◆ **Task instructions**
In the entries below, which lines run from the one containing "pinky dip: (1060, 955)" to the one containing "middle mcp: (1181, 829)"? Copy exactly those lines, ends included, and no others.

[Exercise input — start]

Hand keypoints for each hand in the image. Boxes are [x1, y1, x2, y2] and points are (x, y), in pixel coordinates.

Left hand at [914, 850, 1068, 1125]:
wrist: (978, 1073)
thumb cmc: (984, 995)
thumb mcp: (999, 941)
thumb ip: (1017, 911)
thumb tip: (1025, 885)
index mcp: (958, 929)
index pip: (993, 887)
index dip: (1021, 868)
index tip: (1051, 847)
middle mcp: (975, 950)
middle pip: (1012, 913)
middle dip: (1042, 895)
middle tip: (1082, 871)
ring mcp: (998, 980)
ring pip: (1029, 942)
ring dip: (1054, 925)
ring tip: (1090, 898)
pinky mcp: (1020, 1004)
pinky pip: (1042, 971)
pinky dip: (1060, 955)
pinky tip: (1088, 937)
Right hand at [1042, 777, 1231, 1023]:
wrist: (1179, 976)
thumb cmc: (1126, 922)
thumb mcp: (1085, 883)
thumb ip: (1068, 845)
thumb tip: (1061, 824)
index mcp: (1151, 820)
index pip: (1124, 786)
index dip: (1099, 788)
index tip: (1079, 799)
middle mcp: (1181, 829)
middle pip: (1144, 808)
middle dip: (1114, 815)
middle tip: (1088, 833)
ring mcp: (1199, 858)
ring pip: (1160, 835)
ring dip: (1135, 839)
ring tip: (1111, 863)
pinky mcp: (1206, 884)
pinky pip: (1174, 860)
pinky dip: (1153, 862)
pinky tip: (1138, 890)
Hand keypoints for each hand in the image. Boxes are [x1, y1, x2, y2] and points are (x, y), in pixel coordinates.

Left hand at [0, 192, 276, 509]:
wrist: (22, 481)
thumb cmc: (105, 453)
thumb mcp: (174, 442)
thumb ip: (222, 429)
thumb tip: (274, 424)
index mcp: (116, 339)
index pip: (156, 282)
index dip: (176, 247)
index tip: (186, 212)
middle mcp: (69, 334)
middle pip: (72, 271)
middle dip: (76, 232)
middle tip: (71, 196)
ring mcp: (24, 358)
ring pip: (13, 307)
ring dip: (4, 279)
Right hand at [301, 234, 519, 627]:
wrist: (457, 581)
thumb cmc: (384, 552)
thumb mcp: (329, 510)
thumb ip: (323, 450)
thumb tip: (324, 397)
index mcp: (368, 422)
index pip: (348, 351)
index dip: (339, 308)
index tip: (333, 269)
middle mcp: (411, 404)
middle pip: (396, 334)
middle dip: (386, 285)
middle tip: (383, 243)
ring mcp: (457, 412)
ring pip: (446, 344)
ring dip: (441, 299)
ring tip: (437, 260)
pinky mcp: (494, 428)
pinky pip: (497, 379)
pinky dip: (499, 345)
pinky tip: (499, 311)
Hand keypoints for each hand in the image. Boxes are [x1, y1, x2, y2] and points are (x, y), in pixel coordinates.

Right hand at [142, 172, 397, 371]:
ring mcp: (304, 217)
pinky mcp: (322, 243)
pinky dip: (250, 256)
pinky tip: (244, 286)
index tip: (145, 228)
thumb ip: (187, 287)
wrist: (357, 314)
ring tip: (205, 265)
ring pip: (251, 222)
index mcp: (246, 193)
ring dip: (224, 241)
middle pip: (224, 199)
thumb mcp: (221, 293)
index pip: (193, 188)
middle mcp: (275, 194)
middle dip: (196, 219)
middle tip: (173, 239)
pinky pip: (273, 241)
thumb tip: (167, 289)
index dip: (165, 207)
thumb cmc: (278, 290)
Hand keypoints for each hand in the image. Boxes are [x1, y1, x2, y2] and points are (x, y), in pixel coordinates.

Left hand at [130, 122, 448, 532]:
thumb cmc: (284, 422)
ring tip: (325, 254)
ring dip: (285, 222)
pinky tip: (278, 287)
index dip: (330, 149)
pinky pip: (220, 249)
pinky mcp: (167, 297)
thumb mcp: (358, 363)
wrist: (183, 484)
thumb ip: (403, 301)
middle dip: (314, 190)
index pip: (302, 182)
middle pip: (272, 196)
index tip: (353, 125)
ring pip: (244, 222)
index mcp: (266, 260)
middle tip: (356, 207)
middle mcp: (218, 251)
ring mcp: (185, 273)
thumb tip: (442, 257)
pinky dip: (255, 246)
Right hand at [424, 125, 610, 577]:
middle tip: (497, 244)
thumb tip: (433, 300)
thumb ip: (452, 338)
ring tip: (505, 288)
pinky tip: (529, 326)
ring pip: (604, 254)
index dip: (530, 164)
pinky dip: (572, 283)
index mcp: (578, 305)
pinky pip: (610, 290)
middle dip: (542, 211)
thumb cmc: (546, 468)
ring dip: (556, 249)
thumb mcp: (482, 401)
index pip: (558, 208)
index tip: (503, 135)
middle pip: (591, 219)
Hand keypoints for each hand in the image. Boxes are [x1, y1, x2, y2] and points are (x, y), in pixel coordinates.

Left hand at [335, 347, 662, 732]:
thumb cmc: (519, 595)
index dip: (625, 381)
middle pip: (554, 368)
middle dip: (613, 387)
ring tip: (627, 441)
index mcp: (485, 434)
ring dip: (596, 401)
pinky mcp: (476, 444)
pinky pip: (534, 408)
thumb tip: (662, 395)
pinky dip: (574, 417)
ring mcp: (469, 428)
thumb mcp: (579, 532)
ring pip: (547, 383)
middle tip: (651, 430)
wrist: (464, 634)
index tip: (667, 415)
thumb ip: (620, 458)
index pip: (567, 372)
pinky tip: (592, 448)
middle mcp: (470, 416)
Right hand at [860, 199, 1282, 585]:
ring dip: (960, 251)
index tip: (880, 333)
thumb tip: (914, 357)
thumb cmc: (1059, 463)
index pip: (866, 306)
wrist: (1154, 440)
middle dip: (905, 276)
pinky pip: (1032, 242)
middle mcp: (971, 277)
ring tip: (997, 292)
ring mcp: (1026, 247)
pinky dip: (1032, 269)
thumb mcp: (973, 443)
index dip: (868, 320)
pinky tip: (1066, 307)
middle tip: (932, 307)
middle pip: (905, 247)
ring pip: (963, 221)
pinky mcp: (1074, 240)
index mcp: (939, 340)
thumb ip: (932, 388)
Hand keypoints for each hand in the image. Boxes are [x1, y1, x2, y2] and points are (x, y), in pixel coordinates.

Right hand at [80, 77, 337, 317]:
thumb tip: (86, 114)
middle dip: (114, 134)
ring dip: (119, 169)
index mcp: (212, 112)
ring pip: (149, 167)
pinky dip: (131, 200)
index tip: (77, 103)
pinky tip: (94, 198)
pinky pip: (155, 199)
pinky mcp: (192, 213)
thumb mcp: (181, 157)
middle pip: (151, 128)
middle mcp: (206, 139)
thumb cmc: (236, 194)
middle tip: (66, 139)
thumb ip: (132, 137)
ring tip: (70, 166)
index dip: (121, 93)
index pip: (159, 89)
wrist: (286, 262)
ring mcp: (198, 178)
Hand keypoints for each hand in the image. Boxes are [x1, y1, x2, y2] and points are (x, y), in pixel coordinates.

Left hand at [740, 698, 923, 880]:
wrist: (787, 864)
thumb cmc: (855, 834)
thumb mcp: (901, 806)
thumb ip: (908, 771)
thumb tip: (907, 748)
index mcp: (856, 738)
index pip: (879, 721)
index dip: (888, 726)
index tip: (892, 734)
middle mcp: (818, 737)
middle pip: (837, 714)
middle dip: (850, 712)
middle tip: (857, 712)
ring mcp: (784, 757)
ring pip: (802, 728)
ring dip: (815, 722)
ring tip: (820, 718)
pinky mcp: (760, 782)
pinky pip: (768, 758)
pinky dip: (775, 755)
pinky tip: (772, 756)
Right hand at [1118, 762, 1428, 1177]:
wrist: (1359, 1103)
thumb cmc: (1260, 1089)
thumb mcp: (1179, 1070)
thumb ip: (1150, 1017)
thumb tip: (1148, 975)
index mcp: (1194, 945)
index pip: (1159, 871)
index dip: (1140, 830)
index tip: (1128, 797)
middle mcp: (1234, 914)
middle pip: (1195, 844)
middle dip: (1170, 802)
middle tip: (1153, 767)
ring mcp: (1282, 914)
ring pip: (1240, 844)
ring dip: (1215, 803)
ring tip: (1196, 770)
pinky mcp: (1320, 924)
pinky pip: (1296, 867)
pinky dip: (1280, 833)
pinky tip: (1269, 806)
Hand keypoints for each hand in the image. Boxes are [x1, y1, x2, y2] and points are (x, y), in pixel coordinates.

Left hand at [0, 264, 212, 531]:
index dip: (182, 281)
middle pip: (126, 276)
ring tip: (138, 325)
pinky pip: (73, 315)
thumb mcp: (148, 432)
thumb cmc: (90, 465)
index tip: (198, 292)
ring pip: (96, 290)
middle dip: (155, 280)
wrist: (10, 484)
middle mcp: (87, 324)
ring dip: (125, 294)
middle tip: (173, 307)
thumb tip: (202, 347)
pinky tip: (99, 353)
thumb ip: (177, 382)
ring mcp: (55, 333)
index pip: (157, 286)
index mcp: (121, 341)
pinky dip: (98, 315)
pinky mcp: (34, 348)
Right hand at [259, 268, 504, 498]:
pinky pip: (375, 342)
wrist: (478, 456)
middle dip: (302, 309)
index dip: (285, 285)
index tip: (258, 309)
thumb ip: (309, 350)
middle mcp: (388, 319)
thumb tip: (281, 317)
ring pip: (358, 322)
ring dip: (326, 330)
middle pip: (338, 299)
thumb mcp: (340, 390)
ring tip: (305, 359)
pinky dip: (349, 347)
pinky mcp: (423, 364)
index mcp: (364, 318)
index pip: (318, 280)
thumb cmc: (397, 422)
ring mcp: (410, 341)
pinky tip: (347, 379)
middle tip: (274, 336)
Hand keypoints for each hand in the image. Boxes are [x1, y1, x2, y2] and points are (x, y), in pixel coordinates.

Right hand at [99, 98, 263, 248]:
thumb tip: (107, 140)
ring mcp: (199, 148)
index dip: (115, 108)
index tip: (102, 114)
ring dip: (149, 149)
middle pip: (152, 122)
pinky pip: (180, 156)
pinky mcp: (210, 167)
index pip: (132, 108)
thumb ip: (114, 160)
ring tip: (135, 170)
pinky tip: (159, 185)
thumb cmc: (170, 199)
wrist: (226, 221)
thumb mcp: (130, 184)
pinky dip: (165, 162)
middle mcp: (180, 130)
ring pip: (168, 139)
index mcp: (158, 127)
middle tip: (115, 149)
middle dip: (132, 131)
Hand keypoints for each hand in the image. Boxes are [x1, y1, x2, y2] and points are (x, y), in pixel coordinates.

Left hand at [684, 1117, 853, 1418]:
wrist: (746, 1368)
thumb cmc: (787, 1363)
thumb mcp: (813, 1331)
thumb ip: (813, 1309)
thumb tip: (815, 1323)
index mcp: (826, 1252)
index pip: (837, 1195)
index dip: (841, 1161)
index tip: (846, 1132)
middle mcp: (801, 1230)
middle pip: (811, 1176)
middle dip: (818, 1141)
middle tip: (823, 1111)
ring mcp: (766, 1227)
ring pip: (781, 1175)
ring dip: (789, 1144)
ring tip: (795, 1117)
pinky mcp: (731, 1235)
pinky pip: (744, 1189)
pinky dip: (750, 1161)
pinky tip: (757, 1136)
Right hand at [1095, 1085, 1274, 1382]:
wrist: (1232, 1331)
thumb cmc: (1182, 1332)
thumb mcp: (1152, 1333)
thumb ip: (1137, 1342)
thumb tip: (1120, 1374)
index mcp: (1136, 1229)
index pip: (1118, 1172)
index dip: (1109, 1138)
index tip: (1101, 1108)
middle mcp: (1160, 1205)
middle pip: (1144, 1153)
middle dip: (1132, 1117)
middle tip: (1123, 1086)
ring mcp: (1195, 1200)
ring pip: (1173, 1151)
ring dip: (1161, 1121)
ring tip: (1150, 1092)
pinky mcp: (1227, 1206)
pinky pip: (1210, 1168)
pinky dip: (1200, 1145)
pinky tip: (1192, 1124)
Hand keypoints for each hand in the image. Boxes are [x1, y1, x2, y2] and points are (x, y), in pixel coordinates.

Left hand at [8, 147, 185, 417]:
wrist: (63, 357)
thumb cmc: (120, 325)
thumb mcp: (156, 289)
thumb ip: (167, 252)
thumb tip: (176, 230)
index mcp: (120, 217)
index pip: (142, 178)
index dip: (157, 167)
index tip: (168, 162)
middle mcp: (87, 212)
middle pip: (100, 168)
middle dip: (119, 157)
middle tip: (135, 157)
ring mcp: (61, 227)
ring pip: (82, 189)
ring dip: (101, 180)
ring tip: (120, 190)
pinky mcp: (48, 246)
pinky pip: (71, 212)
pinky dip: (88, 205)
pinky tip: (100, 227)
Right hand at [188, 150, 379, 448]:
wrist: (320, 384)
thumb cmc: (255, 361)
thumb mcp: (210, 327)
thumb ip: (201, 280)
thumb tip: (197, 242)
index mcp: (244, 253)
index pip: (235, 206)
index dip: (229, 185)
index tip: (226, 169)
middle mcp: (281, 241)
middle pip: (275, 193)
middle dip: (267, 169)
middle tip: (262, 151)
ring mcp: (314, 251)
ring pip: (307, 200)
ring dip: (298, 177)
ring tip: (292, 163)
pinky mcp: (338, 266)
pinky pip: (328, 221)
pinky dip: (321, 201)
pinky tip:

[Exercise input — finish]

◆ **Solution to this task**
pinky dip: (1060, 955)
pinky tip: (1088, 937)
Right hand at [1042, 777, 1231, 1023]:
wrist: (1179, 976)
thumb cmc: (1126, 922)
thumb mcp: (1085, 883)
thumb ip: (1068, 845)
thumb tip: (1061, 824)
index mcp: (1151, 820)
index pip: (1124, 786)
index dip: (1099, 788)
index tip: (1079, 799)
middle mcp: (1181, 829)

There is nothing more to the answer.